(Data for review Opens)

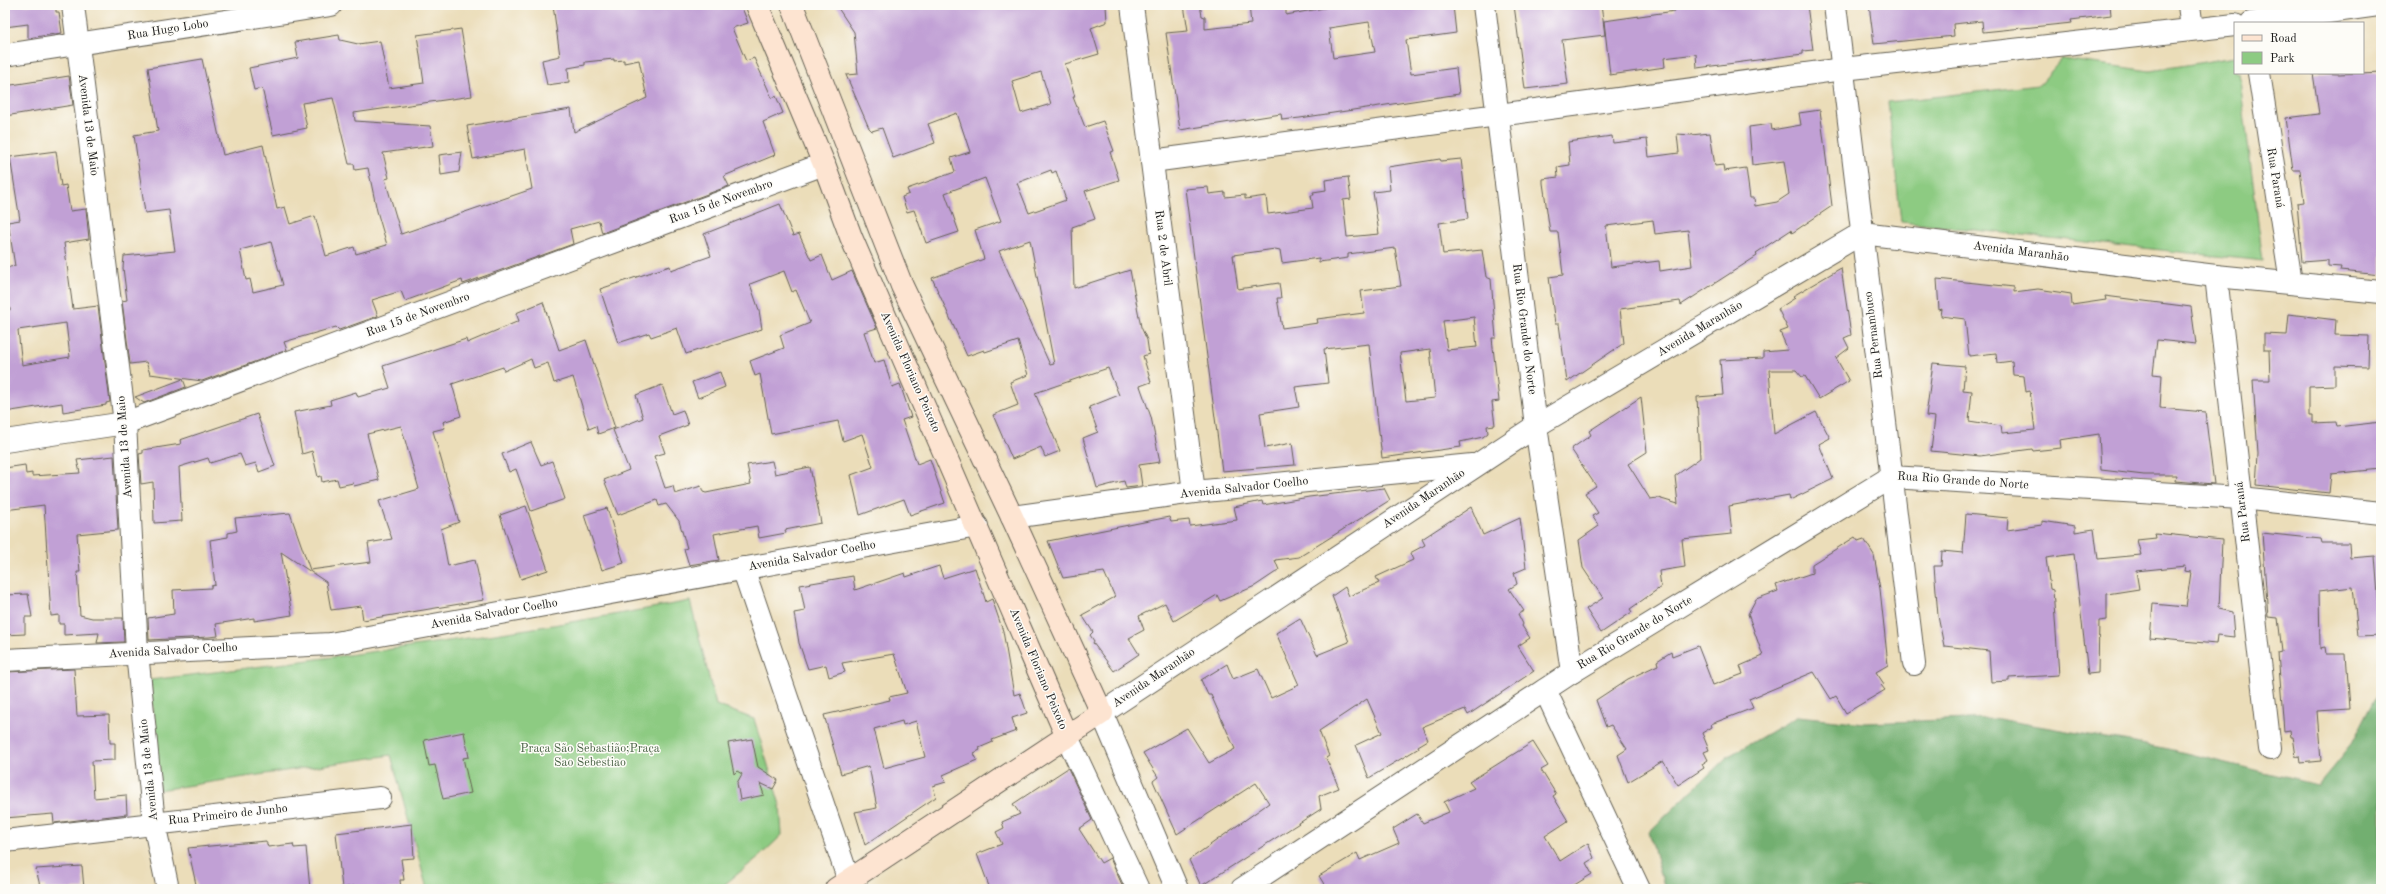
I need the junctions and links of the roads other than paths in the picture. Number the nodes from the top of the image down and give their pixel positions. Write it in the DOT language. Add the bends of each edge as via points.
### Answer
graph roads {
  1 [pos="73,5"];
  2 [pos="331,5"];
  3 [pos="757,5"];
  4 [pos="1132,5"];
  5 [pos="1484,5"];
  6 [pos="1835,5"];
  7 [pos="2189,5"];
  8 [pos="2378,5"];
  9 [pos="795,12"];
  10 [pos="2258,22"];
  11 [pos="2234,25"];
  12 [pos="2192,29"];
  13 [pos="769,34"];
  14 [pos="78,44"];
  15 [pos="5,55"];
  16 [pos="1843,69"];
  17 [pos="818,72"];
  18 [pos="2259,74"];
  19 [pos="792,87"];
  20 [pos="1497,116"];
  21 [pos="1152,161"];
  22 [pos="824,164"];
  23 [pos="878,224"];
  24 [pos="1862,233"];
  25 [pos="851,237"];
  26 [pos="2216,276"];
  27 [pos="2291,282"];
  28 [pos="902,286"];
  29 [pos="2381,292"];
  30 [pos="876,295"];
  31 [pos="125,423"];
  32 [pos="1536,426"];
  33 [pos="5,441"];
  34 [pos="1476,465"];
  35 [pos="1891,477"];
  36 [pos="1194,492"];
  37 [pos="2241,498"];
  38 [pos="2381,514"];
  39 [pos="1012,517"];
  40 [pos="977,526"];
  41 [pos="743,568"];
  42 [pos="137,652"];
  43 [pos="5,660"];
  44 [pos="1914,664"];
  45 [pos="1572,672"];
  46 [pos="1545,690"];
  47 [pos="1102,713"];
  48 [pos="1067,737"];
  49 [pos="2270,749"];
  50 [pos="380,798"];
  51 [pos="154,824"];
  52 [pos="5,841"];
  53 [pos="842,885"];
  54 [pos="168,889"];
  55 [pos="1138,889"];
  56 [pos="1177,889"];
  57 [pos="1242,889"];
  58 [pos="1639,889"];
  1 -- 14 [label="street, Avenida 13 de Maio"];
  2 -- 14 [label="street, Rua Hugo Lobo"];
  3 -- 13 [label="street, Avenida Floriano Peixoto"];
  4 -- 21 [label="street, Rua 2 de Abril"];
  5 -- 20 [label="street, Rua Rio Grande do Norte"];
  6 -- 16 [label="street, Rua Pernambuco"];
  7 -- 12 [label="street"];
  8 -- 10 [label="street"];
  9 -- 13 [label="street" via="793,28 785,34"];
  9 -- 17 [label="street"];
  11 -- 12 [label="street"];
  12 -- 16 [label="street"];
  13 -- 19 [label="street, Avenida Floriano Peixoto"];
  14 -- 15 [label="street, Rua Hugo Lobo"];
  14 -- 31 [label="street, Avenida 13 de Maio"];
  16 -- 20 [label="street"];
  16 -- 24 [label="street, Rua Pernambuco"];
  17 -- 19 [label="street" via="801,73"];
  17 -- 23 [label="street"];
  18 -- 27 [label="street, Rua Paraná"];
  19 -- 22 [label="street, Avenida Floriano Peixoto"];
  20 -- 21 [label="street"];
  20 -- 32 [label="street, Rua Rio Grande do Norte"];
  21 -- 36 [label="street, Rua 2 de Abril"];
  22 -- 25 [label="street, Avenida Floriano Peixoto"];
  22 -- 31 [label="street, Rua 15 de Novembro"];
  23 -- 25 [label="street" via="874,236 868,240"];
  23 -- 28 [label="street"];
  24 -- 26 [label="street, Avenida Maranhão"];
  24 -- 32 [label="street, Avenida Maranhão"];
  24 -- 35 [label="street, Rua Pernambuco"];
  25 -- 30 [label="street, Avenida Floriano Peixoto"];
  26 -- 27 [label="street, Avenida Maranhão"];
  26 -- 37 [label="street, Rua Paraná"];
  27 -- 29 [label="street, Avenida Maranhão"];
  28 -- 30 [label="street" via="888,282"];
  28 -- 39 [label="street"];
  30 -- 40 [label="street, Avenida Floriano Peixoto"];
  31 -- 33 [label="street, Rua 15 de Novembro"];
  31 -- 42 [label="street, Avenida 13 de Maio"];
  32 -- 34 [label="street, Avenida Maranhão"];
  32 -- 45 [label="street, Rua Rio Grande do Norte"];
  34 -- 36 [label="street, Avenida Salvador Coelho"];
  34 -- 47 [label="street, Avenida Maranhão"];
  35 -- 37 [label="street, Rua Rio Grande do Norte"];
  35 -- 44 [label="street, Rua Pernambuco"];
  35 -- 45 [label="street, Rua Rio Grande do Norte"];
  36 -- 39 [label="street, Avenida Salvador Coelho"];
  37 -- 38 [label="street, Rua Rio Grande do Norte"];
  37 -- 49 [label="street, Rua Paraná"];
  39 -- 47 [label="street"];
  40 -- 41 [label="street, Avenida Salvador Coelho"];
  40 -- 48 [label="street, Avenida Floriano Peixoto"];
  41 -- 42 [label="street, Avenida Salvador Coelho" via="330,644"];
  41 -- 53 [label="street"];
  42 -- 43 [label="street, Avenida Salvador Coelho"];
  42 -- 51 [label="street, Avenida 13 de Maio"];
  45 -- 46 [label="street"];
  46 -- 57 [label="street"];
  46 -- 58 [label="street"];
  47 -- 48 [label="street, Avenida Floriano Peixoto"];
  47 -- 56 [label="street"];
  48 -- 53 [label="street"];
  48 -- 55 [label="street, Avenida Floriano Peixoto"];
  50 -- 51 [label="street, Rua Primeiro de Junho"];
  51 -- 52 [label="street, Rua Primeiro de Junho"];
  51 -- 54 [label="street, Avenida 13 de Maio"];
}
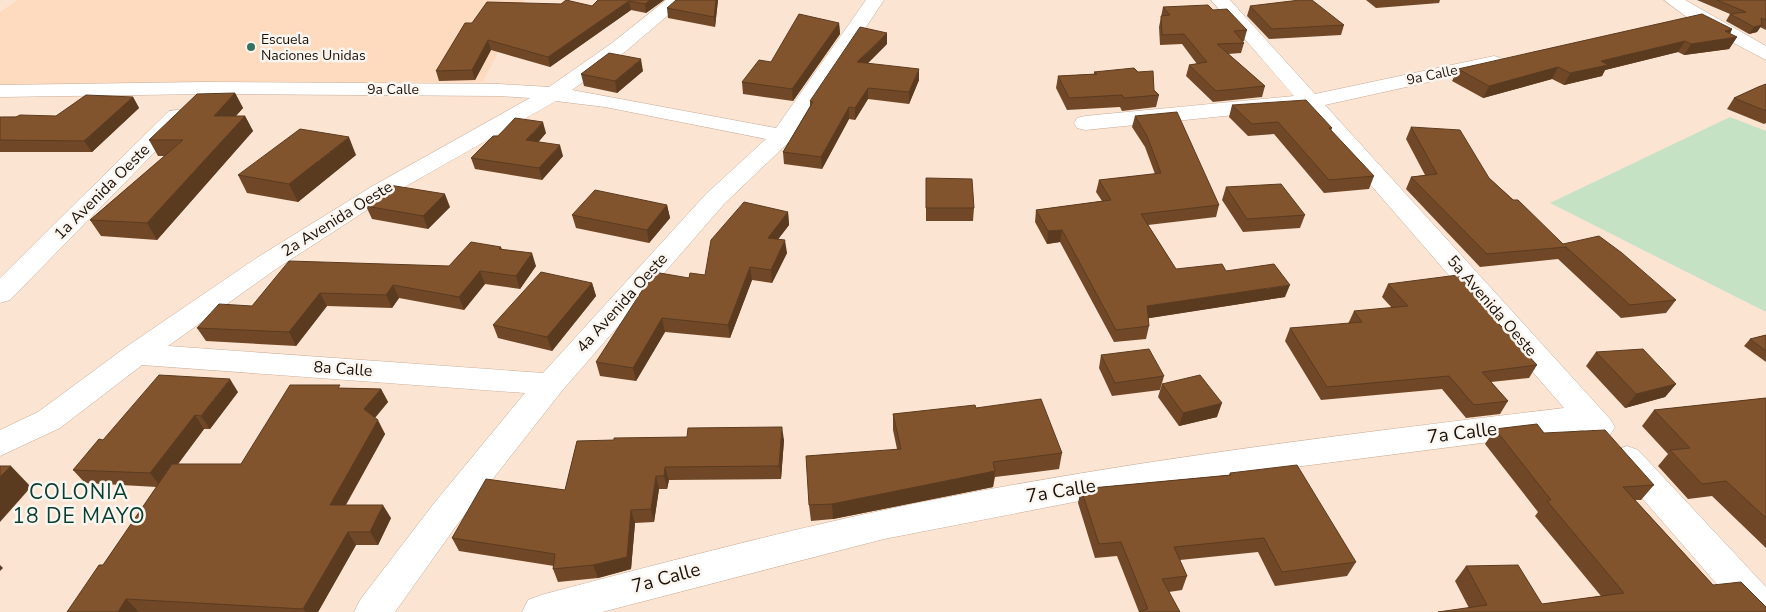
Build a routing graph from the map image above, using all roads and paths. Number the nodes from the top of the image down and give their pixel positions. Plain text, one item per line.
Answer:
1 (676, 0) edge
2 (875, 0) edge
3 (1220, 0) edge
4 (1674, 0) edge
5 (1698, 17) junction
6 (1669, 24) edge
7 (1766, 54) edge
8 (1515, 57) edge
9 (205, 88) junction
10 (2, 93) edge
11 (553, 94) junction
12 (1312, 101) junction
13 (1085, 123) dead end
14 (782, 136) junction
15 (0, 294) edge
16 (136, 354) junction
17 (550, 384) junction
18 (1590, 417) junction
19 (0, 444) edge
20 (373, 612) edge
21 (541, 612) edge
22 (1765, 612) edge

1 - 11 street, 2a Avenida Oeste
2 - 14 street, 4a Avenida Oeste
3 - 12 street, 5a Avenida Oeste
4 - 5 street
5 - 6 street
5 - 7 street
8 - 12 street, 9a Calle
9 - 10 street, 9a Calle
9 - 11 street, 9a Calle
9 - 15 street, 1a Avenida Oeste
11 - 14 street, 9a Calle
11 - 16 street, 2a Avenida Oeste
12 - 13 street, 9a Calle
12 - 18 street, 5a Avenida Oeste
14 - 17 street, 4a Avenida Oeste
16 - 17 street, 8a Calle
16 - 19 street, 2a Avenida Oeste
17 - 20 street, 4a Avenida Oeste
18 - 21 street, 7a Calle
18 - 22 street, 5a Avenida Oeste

(Data for review Closes)

### Exercise
Print the listing verbatim; no pictures.

### Answer to this problem
I need the junctions and links of the roads other than paths in the picture. Number the nodes from the top of the image down and give their pixel positions. Write it in the DOT language. Add the bends of each edge as via points.
### Answer
graph roads {
  1 [pos="73,5"];
  2 [pos="331,5"];
  3 [pos="757,5"];
  4 [pos="1132,5"];
  5 [pos="1484,5"];
  6 [pos="1835,5"];
  7 [pos="2189,5"];
  8 [pos="2378,5"];
  9 [pos="795,12"];
  10 [pos="2258,22"];
  11 [pos="2234,25"];
  12 [pos="2192,29"];
  13 [pos="769,34"];
  14 [pos="78,44"];
  15 [pos="5,55"];
  16 [pos="1843,69"];
  17 [pos="818,72"];
  18 [pos="2259,74"];
  19 [pos="792,87"];
  20 [pos="1497,116"];
  21 [pos="1152,161"];
  22 [pos="824,164"];
  23 [pos="878,224"];
  24 [pos="1862,233"];
  25 [pos="851,237"];
  26 [pos="2216,276"];
  27 [pos="2291,282"];
  28 [pos="902,286"];
  29 [pos="2381,292"];
  30 [pos="876,295"];
  31 [pos="125,423"];
  32 [pos="1536,426"];
  33 [pos="5,441"];
  34 [pos="1476,465"];
  35 [pos="1891,477"];
  36 [pos="1194,492"];
  37 [pos="2241,498"];
  38 [pos="2381,514"];
  39 [pos="1012,517"];
  40 [pos="977,526"];
  41 [pos="743,568"];
  42 [pos="137,652"];
  43 [pos="5,660"];
  44 [pos="1914,664"];
  45 [pos="1572,672"];
  46 [pos="1545,690"];
  47 [pos="1102,713"];
  48 [pos="1067,737"];
  49 [pos="2270,749"];
  50 [pos="380,798"];
  51 [pos="154,824"];
  52 [pos="5,841"];
  53 [pos="842,885"];
  54 [pos="168,889"];
  55 [pos="1138,889"];
  56 [pos="1177,889"];
  57 [pos="1242,889"];
  58 [pos="1639,889"];
  1 -- 14 [label="street, Avenida 13 de Maio"];
  2 -- 14 [label="street, Rua Hugo Lobo"];
  3 -- 13 [label="street, Avenida Floriano Peixoto"];
  4 -- 21 [label="street, Rua 2 de Abril"];
  5 -- 20 [label="street, Rua Rio Grande do Norte"];
  6 -- 16 [label="street, Rua Pernambuco"];
  7 -- 12 [label="street"];
  8 -- 10 [label="street"];
  9 -- 13 [label="street" via="793,28 785,34"];
  9 -- 17 [label="street"];
  11 -- 12 [label="street"];
  12 -- 16 [label="street"];
  13 -- 19 [label="street, Avenida Floriano Peixoto"];
  14 -- 15 [label="street, Rua Hugo Lobo"];
  14 -- 31 [label="street, Avenida 13 de Maio"];
  16 -- 20 [label="street"];
  16 -- 24 [label="street, Rua Pernambuco"];
  17 -- 19 [label="street" via="801,73"];
  17 -- 23 [label="street"];
  18 -- 27 [label="street, Rua Paraná"];
  19 -- 22 [label="street, Avenida Floriano Peixoto"];
  20 -- 21 [label="street"];
  20 -- 32 [label="street, Rua Rio Grande do Norte"];
  21 -- 36 [label="street, Rua 2 de Abril"];
  22 -- 25 [label="street, Avenida Floriano Peixoto"];
  22 -- 31 [label="street, Rua 15 de Novembro"];
  23 -- 25 [label="street" via="874,236 868,240"];
  23 -- 28 [label="street"];
  24 -- 26 [label="street, Avenida Maranhão"];
  24 -- 32 [label="street, Avenida Maranhão"];
  24 -- 35 [label="street, Rua Pernambuco"];
  25 -- 30 [label="street, Avenida Floriano Peixoto"];
  26 -- 27 [label="street, Avenida Maranhão"];
  26 -- 37 [label="street, Rua Paraná"];
  27 -- 29 [label="street, Avenida Maranhão"];
  28 -- 30 [label="street" via="888,282"];
  28 -- 39 [label="street"];
  30 -- 40 [label="street, Avenida Floriano Peixoto"];
  31 -- 33 [label="street, Rua 15 de Novembro"];
  31 -- 42 [label="street, Avenida 13 de Maio"];
  32 -- 34 [label="street, Avenida Maranhão"];
  32 -- 45 [label="street, Rua Rio Grande do Norte"];
  34 -- 36 [label="street, Avenida Salvador Coelho"];
  34 -- 47 [label="street, Avenida Maranhão"];
  35 -- 37 [label="street, Rua Rio Grande do Norte"];
  35 -- 44 [label="street, Rua Pernambuco"];
  35 -- 45 [label="street, Rua Rio Grande do Norte"];
  36 -- 39 [label="street, Avenida Salvador Coelho"];
  37 -- 38 [label="street, Rua Rio Grande do Norte"];
  37 -- 49 [label="street, Rua Paraná"];
  39 -- 47 [label="street"];
  40 -- 41 [label="street, Avenida Salvador Coelho"];
  40 -- 48 [label="street, Avenida Floriano Peixoto"];
  41 -- 42 [label="street, Avenida Salvador Coelho" via="330,644"];
  41 -- 53 [label="street"];
  42 -- 43 [label="street, Avenida Salvador Coelho"];
  42 -- 51 [label="street, Avenida 13 de Maio"];
  45 -- 46 [label="street"];
  46 -- 57 [label="street"];
  46 -- 58 [label="street"];
  47 -- 48 [label="street, Avenida Floriano Peixoto"];
  47 -- 56 [label="street"];
  48 -- 53 [label="street"];
  48 -- 55 [label="street, Avenida Floriano Peixoto"];
  50 -- 51 [label="street, Rua Primeiro de Junho"];
  51 -- 52 [label="street, Rua Primeiro de Junho"];
  51 -- 54 [label="street, Avenida 13 de Maio"];
}
Build a routing graph from the map image above, using all roads and paths. Number the nodes from the top of the image down and give their pixel positions. Plain text, one item per line.
Answer:
1 (676, 0) edge
2 (875, 0) edge
3 (1220, 0) edge
4 (1674, 0) edge
5 (1698, 17) junction
6 (1669, 24) edge
7 (1766, 54) edge
8 (1515, 57) edge
9 (205, 88) junction
10 (2, 93) edge
11 (553, 94) junction
12 (1312, 101) junction
13 (1085, 123) dead end
14 (782, 136) junction
15 (0, 294) edge
16 (136, 354) junction
17 (550, 384) junction
18 (1590, 417) junction
19 (0, 444) edge
20 (373, 612) edge
21 (541, 612) edge
22 (1765, 612) edge

1 - 11 street, 2a Avenida Oeste
2 - 14 street, 4a Avenida Oeste
3 - 12 street, 5a Avenida Oeste
4 - 5 street
5 - 6 street
5 - 7 street
8 - 12 street, 9a Calle
9 - 10 street, 9a Calle
9 - 11 street, 9a Calle
9 - 15 street, 1a Avenida Oeste
11 - 14 street, 9a Calle
11 - 16 street, 2a Avenida Oeste
12 - 13 street, 9a Calle
12 - 18 street, 5a Avenida Oeste
14 - 17 street, 4a Avenida Oeste
16 - 17 street, 8a Calle
16 - 19 street, 2a Avenida Oeste
17 - 20 street, 4a Avenida Oeste
18 - 21 street, 7a Calle
18 - 22 street, 5a Avenida Oeste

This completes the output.